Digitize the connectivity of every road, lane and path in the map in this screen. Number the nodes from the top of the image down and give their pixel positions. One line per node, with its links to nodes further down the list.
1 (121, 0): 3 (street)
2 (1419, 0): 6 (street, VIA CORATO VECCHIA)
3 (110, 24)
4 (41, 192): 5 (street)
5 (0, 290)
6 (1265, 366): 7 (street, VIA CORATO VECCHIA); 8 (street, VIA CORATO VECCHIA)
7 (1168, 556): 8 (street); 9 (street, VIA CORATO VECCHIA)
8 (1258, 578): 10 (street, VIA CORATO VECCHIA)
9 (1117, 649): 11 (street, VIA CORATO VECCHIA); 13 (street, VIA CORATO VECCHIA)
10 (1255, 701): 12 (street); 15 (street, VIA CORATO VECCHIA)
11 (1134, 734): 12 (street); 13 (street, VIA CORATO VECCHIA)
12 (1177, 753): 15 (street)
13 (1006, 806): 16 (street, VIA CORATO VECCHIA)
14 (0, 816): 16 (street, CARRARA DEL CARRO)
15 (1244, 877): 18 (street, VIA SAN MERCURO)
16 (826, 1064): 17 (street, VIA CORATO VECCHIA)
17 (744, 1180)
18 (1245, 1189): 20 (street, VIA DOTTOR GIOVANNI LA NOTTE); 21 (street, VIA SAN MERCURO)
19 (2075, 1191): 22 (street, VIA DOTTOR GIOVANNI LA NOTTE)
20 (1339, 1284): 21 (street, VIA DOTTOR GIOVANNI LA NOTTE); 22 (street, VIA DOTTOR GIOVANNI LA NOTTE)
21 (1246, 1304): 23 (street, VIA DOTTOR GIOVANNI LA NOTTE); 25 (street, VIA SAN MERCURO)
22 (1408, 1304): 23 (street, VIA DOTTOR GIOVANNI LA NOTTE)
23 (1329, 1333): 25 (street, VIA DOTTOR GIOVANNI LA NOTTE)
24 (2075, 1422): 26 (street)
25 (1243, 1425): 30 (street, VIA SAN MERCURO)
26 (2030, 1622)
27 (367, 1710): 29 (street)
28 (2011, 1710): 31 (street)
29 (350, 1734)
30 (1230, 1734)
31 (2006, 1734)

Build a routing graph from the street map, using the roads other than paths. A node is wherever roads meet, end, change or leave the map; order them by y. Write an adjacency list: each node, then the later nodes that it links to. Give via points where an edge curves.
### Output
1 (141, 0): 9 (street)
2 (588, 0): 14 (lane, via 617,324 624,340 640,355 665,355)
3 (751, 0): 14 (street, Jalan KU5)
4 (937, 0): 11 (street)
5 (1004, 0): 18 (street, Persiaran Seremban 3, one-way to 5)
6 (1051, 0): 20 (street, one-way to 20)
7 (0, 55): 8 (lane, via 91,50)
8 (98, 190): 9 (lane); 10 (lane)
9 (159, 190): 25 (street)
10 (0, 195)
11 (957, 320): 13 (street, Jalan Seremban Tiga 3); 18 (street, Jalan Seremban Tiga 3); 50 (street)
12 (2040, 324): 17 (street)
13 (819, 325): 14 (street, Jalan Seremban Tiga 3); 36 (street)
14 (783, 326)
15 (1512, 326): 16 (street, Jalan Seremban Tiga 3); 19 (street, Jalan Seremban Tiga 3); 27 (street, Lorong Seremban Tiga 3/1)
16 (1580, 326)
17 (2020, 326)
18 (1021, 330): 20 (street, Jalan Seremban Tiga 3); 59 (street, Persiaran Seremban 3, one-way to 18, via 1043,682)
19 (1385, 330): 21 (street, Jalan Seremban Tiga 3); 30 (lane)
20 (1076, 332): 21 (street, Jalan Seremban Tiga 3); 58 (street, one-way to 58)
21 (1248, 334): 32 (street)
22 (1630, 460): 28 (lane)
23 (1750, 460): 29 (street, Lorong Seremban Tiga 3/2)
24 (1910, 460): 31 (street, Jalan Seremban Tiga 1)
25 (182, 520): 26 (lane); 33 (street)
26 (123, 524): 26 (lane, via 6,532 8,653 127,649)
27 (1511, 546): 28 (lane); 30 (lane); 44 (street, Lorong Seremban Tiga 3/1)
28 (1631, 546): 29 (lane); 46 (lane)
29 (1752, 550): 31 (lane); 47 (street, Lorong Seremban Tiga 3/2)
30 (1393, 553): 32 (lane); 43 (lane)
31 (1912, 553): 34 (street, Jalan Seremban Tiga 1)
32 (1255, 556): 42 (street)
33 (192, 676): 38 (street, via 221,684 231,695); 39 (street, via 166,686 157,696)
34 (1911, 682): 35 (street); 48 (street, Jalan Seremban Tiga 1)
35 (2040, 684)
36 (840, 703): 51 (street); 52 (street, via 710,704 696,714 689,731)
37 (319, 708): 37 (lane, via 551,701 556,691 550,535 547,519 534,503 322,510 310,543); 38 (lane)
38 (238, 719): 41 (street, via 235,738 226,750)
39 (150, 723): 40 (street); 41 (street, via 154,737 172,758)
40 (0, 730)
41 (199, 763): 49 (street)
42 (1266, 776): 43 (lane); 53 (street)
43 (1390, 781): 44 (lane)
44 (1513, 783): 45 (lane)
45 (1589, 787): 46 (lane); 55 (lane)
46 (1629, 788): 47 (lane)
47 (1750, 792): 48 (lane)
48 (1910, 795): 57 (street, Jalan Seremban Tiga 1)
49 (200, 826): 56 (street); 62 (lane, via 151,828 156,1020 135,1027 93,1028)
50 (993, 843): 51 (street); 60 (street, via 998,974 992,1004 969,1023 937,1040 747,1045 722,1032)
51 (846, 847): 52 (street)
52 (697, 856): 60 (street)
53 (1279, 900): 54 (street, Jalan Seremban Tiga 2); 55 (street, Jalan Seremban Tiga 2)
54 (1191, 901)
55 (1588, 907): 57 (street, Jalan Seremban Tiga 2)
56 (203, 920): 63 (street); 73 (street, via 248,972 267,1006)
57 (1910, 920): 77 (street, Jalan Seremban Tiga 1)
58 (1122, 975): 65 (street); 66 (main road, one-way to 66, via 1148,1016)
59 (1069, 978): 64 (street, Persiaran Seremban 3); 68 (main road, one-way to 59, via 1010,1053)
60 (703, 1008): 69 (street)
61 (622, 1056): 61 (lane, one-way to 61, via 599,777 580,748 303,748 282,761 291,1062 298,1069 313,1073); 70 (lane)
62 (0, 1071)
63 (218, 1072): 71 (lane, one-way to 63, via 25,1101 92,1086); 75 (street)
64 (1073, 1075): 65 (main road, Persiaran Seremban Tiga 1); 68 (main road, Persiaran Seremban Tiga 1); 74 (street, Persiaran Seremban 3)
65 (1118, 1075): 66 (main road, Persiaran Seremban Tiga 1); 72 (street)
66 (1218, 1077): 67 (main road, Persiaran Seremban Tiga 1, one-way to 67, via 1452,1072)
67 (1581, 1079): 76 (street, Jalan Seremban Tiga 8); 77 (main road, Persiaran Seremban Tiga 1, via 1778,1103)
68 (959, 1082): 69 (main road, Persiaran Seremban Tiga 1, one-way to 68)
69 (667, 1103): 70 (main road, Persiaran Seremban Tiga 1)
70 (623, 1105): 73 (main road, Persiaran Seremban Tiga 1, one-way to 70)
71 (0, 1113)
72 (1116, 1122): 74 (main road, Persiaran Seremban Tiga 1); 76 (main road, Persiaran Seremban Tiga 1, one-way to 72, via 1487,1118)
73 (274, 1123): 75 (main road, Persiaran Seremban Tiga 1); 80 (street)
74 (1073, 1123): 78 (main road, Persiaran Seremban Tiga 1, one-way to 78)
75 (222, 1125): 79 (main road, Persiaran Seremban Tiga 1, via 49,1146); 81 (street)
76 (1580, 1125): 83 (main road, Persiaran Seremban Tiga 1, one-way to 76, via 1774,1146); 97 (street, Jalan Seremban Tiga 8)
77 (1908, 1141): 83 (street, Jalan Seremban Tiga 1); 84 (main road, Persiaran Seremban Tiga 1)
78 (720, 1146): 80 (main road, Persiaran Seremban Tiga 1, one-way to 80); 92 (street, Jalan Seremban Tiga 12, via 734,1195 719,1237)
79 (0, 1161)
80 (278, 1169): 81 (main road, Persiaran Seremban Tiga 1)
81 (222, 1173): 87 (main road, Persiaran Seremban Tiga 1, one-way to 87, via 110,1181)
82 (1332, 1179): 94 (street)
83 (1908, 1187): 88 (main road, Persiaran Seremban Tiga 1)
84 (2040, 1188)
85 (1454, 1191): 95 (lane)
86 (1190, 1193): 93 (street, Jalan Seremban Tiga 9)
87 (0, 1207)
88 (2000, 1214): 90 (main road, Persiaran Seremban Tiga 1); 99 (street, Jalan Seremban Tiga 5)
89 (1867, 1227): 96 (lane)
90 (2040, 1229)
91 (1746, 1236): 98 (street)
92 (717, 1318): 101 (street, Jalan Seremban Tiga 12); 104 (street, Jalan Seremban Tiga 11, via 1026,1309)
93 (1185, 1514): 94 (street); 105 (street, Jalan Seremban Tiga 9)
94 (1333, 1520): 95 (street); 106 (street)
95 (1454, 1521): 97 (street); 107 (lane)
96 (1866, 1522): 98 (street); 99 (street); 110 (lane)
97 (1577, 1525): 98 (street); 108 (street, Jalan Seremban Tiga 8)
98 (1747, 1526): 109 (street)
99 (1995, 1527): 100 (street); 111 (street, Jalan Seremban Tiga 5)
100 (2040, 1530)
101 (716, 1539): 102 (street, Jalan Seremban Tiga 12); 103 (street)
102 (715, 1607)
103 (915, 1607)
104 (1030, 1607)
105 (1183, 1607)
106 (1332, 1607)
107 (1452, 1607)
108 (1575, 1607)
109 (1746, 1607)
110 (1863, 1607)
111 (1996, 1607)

---

ABOUT THIS TASK: Where a line of the material holds the word "node", copy that line.

YOUR SOLUTION:
Digitize the connectivity of every road, lane and path in the map in this screen. Number the nodes from the top of the image down and give their pixel positions. One line per node, with its links to nodes further down the list.
Build a routing graph from the street map, using the roads other than paths. A node is wherever roads meet, end, change or leave the map; order them by y. Write an adjacency list: each node, then the later nodes that it links to. Give via points where an edge curves.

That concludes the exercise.